Would you set down every entry shown below, precisely as written?

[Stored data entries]
++++++

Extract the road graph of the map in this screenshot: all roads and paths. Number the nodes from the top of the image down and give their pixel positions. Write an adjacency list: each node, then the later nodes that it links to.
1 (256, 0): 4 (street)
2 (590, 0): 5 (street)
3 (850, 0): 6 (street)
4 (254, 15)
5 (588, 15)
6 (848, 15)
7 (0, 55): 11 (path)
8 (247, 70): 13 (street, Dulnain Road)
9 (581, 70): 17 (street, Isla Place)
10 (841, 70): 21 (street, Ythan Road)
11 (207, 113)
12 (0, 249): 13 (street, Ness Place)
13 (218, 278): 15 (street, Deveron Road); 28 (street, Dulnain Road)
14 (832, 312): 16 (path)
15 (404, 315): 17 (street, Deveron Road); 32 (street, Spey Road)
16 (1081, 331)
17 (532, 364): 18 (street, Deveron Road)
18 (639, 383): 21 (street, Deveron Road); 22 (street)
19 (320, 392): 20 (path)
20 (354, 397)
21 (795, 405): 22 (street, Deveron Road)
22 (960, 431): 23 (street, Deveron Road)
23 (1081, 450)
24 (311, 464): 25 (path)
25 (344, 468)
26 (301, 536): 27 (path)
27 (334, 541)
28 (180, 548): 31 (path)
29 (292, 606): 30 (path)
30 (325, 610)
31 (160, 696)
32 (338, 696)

++++++

Answer for the task
Extract the road graph of the map in this screenshot: all roads and paths. Number the nodes from the top of the image down and give their pixel positions. Write an adjacency list: each node, then the later nodes that it links to.
1 (256, 0): 4 (street)
2 (590, 0): 5 (street)
3 (850, 0): 6 (street)
4 (254, 15)
5 (588, 15)
6 (848, 15)
7 (0, 55): 11 (path)
8 (247, 70): 13 (street, Dulnain Road)
9 (581, 70): 17 (street, Isla Place)
10 (841, 70): 21 (street, Ythan Road)
11 (207, 113)
12 (0, 249): 13 (street, Ness Place)
13 (218, 278): 15 (street, Deveron Road); 28 (street, Dulnain Road)
14 (832, 312): 16 (path)
15 (404, 315): 17 (street, Deveron Road); 32 (street, Spey Road)
16 (1081, 331)
17 (532, 364): 18 (street, Deveron Road)
18 (639, 383): 21 (street, Deveron Road); 22 (street)
19 (320, 392): 20 (path)
20 (354, 397)
21 (795, 405): 22 (street, Deveron Road)
22 (960, 431): 23 (street, Deveron Road)
23 (1081, 450)
24 (311, 464): 25 (path)
25 (344, 468)
26 (301, 536): 27 (path)
27 (334, 541)
28 (180, 548): 31 (path)
29 (292, 606): 30 (path)
30 (325, 610)
31 (160, 696)
32 (338, 696)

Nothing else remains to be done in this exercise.